The task.
What is the number of lines in the data that include the string "Avenue"? Give it by itself.
Given records Start Marker
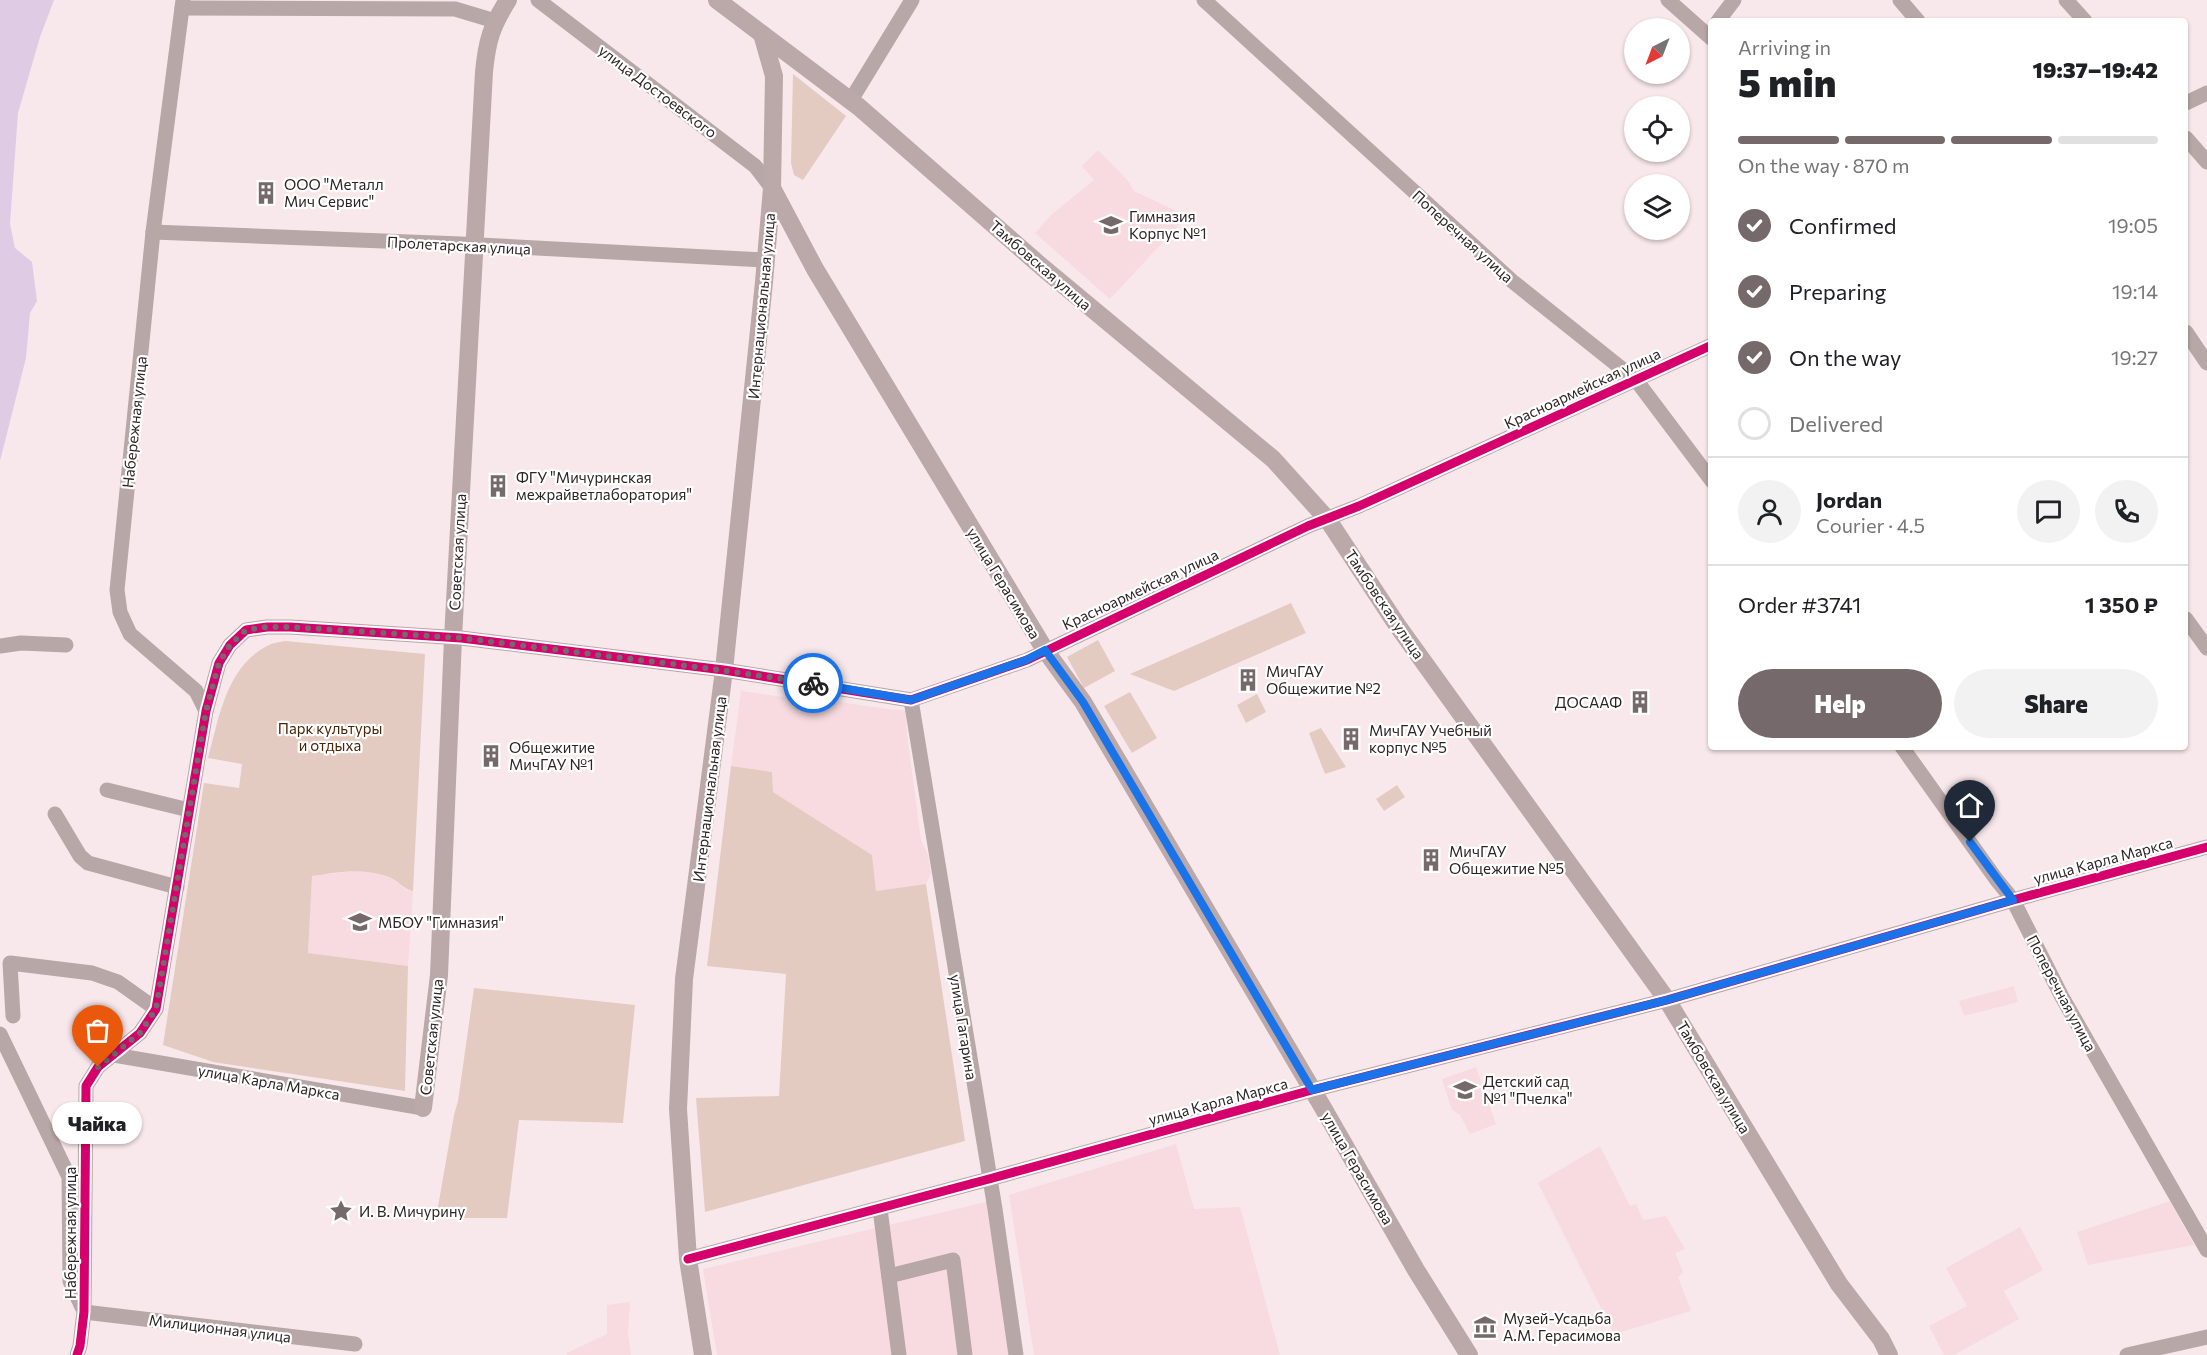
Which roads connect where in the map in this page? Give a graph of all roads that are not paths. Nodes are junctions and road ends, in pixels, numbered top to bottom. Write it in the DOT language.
graph roads {
  1 [pos="508,0"];
  2 [pos="538,0"];
  3 [pos="717,0"];
  4 [pos="912,0"];
  5 [pos="1204,0"];
  6 [pos="1668,0"];
  7 [pos="1734,0"];
  8 [pos="1899,0"];
  9 [pos="2066,0"];
  10 [pos="183,4"];
  11 [pos="1720,18"];
  12 [pos="1915,18"];
  13 [pos="2082,18"];
  14 [pos="495,21"];
  15 [pos="1708,32"];
  16 [pos="762,34"];
  17 [pos="2207,93"];
  18 [pos="850,100"];
  19 [pos="2188,102"];
  20 [pos="2188,140"];
  21 [pos="2207,162"];
  22 [pos="772,188"];
  23 [pos="153,232"];
  24 [pos="475,245"];
  25 [pos="765,260"];
  26 [pos="2188,335"];
  27 [pos="1708,347"];
  28 [pos="2207,363"];
  29 [pos="1636,380"];
  30 [pos="1708,476"];
  31 [pos="1328,520"];
  32 [pos="2188,622"];
  33 [pos="453,638"];
  34 [pos="66,645"];
  35 [pos="0,646"];
  36 [pos="2207,648"];
  37 [pos="1045,650"];
  38 [pos="724,670"];
  39 [pos="911,700"];
  40 [pos="206,711"];
  41 [pos="1904,750"];
  42 [pos="107,790"];
  43 [pos="189,810"];
  44 [pos="55,814"];
  45 [pos="2207,847"];
  46 [pos="177,887"];
  47 [pos="2013,900"];
  48 [pos="1667,1000"];
  49 [pos="156,1009"];
  50 [pos="13,1016"];
  51 [pos="0,1034"];
  52 [pos="114,1055"];
  53 [pos="1312,1090"];
  54 [pos="423,1108"];
  55 [pos="989,1179"];
  56 [pos="880,1209"];
  57 [pos="2207,1250"];
  58 [pos="688,1259"];
  59 [pos="889,1276"];
  60 [pos="84,1312"];
  61 [pos="2207,1337"];
  62 [pos="355,1344"];
  63 [pos="77,1355"];
  64 [pos="703,1355"];
  65 [pos="900,1355"];
  66 [pos="965,1355"];
  67 [pos="1016,1355"];
  68 [pos="1469,1355"];
  69 [pos="1889,1355"];
  70 [pos="2127,1355"];
  1 -- 14 [label="main road, Советская улица"];
  2 -- 22 [label="street, улица Достоевского"];
  3 -- 16 [label="main road, Тамбовская улица"];
  4 -- 18 [label="street"];
  5 -- 29 [label="street, Поперечная улица"];
  6 -- 15 [label="street"];
  7 -- 11 [label="street"];
  8 -- 12 [label="street"];
  9 -- 13 [label="street"];
  10 -- 14 [label="street"];
  10 -- 23 [label="street, Набережная улица"];
  14 -- 24 [label="main road, Советская улица"];
  16 -- 18 [label="main road, Тамбовская улица"];
  16 -- 22 [label="main road, улица Герасимова"];
  17 -- 19 [label="street"];
  18 -- 31 [label="main road, Тамбовская улица"];
  20 -- 21 [label="street"];
  22 -- 25 [label="main road, Интернациональная улица"];
  22 -- 37 [label="main road, улица Герасимова"];
  23 -- 24 [label="street, Пролетарская улица"];
  23 -- 40 [label="street, Набережная улица"];
  24 -- 25 [label="street, Пролетарская улица"];
  24 -- 33 [label="main road, Советская улица"];
  25 -- 38 [label="main road, Интернациональная улица"];
  26 -- 28 [label="street"];
  27 -- 29 [label="street, Красноармейская улица"];
  29 -- 30 [label="street, Поперечная улица"];
  29 -- 31 [label="street, Красноармейская улица"];
  31 -- 37 [label="street, Красноармейская улица"];
  31 -- 48 [label="main road, Тамбовская улица"];
  32 -- 36 [label="street"];
  33 -- 38 [label="street, Красноармейская улица"];
  33 -- 40 [label="street, Красноармейская улица"];
  33 -- 54 [label="main road, Советская улица"];
  34 -- 35 [label="street"];
  37 -- 39 [label="street, Красноармейская улица"];
  37 -- 53 [label="main road, улица Герасимова"];
  38 -- 39 [label="street, Красноармейская улица"];
  38 -- 58 [label="main road, Интернациональная улица"];
  39 -- 55 [label="street, улица Гагарина"];
  40 -- 43 [label="street, Набережная улица"];
  41 -- 47 [label="street, Поперечная улица"];
  42 -- 43 [label="street"];
  43 -- 46 [label="street, Набережная улица"];
  44 -- 46 [label="street"];
  45 -- 47 [label="street, улица Карла Маркса"];
  46 -- 49 [label="street, Набережная улица"];
  47 -- 48 [label="street, улица Карла Маркса"];
  47 -- 57 [label="street, Поперечная улица"];
  48 -- 53 [label="street, улица Карла Маркса"];
  48 -- 69 [label="main road, Тамбовская улица"];
  49 -- 50 [label="street"];
  49 -- 52 [label="street, Набережная улица"];
  51 -- 60 [label="street, Набережная улица"];
  52 -- 54 [label="street, улица Карла Маркса"];
  52 -- 60 [label="street, Набережная улица"];
  53 -- 55 [label="street, улица Карла Маркса"];
  53 -- 68 [label="main road, улица Герасимова"];
  55 -- 56 [label="street, улица Карла Маркса"];
  55 -- 67 [label="street, улица Гагарина"];
  56 -- 58 [label="street, улица Карла Маркса"];
  56 -- 59 [label="street"];
  58 -- 64 [label="main road, Интернациональная улица"];
  59 -- 65 [label="street"];
  59 -- 66 [label="street"];
  60 -- 62 [label="street, Милиционная улица"];
  60 -- 63 [label="street, Набережная улица"];
  61 -- 70 [label="street"];
}
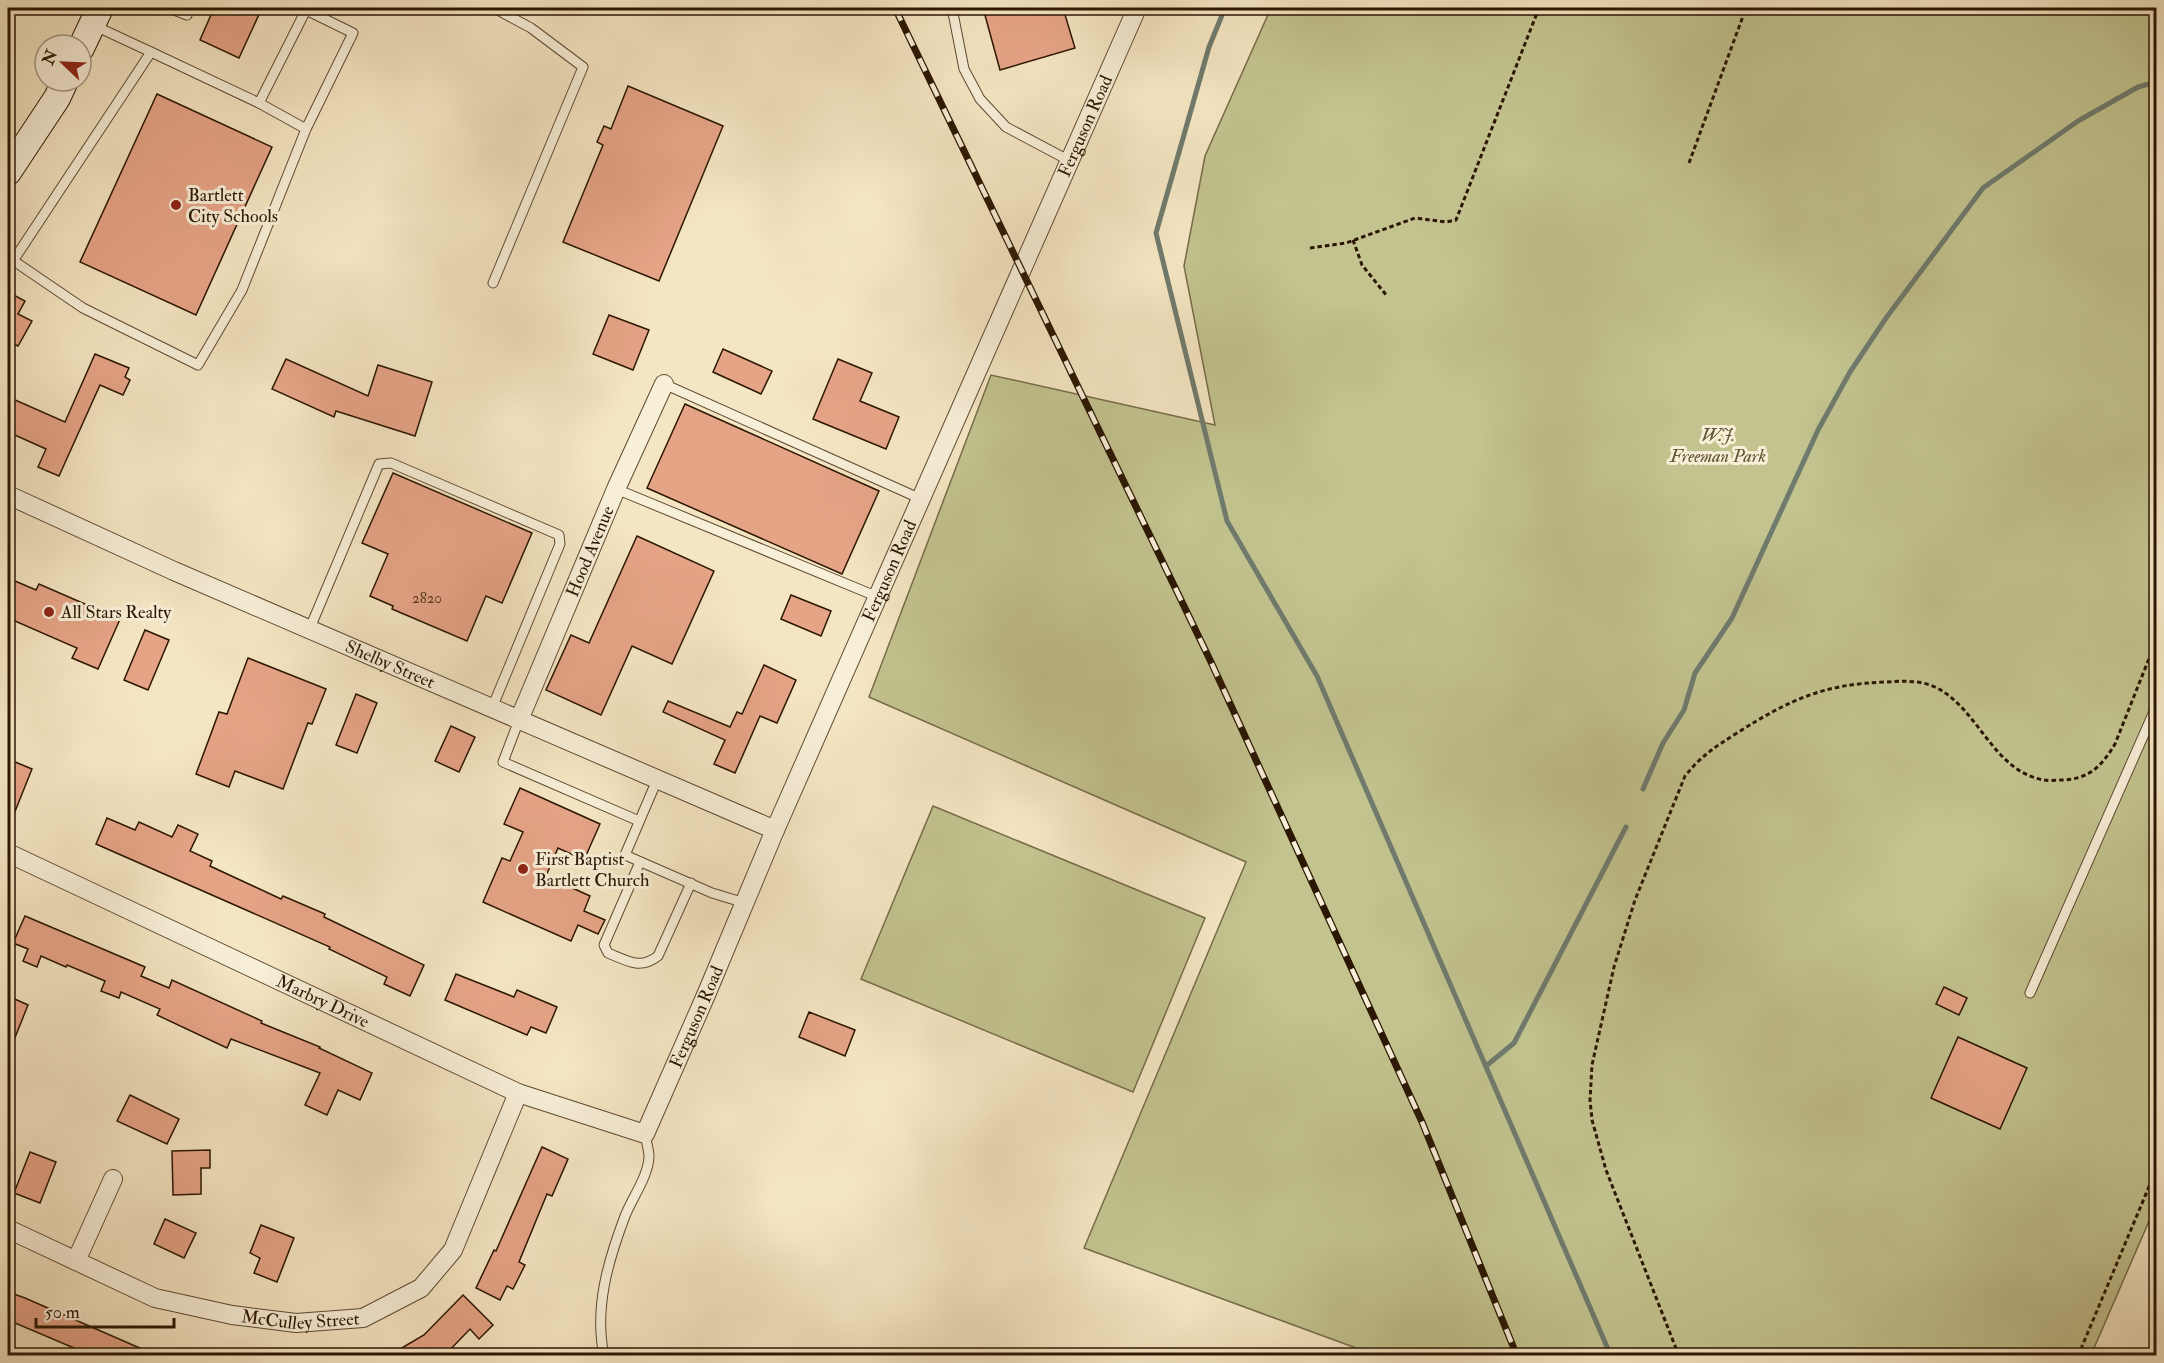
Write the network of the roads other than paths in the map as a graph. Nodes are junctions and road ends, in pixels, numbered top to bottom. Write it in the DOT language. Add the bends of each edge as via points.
graph roads {
  1 [pos="169,8"];
  2 [pos="190,8"];
  3 [pos="494,8"];
  4 [pos="952,8"];
  5 [pos="1137,8"];
  6 [pos="96,16"];
  7 [pos="88,33"];
  8 [pos="151,52"];
  9 [pos="59,93"];
  10 [pos="259,103"];
  11 [pos="306,129"];
  12 [pos="1070,161"];
  13 [pos="8,172"];
  14 [pos="10,259"];
  15 [pos="494,283"];
  16 [pos="664,384"];
  17 [pos="616,489"];
  18 [pos="8,495"];
  19 [pos="921,500"];
  20 [pos="878,597"];
  21 [pos="310,628"];
  22 [pos="2157,707"];
  23 [pos="492,708"];
  24 [pos="519,720"];
  25 [pos="657,780"];
  26 [pos="639,821"];
  27 [pos="775,830"];
  28 [pos="8,854"];
  29 [pos="640,862"];
  30 [pos="691,884"];
  31 [pos="745,903"];
  32 [pos="2030,993"];
  33 [pos="518,1093"];
  34 [pos="645,1134"];
  35 [pos="113,1179"];
  36 [pos="8,1229"];
  37 [pos="76,1261"];
  38 [pos="604,1356"];
  1 -- 2 [label="lane" via="187,15"];
  3 -- 15 [label="lane" via="531,28 583,67"];
  4 -- 12 [label="lane" via="964,69 980,99 1006,127"];
  5 -- 12 [label="street, Ferguson Road"];
  6 -- 7 [label="main road"];
  6 -- 8 [label="lane"];
  8 -- 10 [label="lane"];
  8 -- 14 [label="lane"];
  9 -- 13 [label="main road"];
  10 -- 11 [label="lane"];
  10 -- 11 [label="lane" via="306,10 353,33"];
  11 -- 14 [label="lane" via="242,290 198,365 83,308"];
  12 -- 19 [label="street, Ferguson Road"];
  16 -- 17 [label="street, Hood Avenue"];
  16 -- 19 [label="lane"];
  17 -- 20 [label="lane"];
  17 -- 24 [label="street, Hood Avenue"];
  18 -- 21 [label="street, Shelby Street"];
  19 -- 20 [label="street, Ferguson Road"];
  20 -- 27 [label="street, Ferguson Road"];
  21 -- 23 [label="street, Shelby Street"];
  21 -- 23 [label="lane" via="379,464 391,462 559,535 560,544"];
  22 -- 32 [label="lane"];
  23 -- 24 [label="street, Shelby Street"];
  24 -- 25 [label="street, Shelby Street"];
  24 -- 26 [label="lane" via="503,762"];
  25 -- 26 [label="lane"];
  25 -- 27 [label="street, Shelby Street"];
  26 -- 29 [label="lane" via="625,855"];
  27 -- 31 [label="street, Ferguson Road"];
  28 -- 33 [label="street, Marbry Drive"];
  29 -- 30 [label="lane"];
  29 -- 30 [label="lane" via="604,945 608,953 617,957 635,964 650,963 658,956"];
  30 -- 31 [label="lane"];
  31 -- 34 [label="street, Ferguson Road"];
  33 -- 34 [label="street, Marbry Drive"];
  33 -- 37 [label="street, McCulley Street" via="453,1250 421,1288 363,1318 296,1323 232,1315 155,1298"];
  34 -- 38 [label="lane" via="649,1156 645,1173 625,1216 604,1282 599,1326"];
  35 -- 37 [label="street"];
  36 -- 37 [label="street, McCulley Street"];
}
Given records End Marker
Reply.
2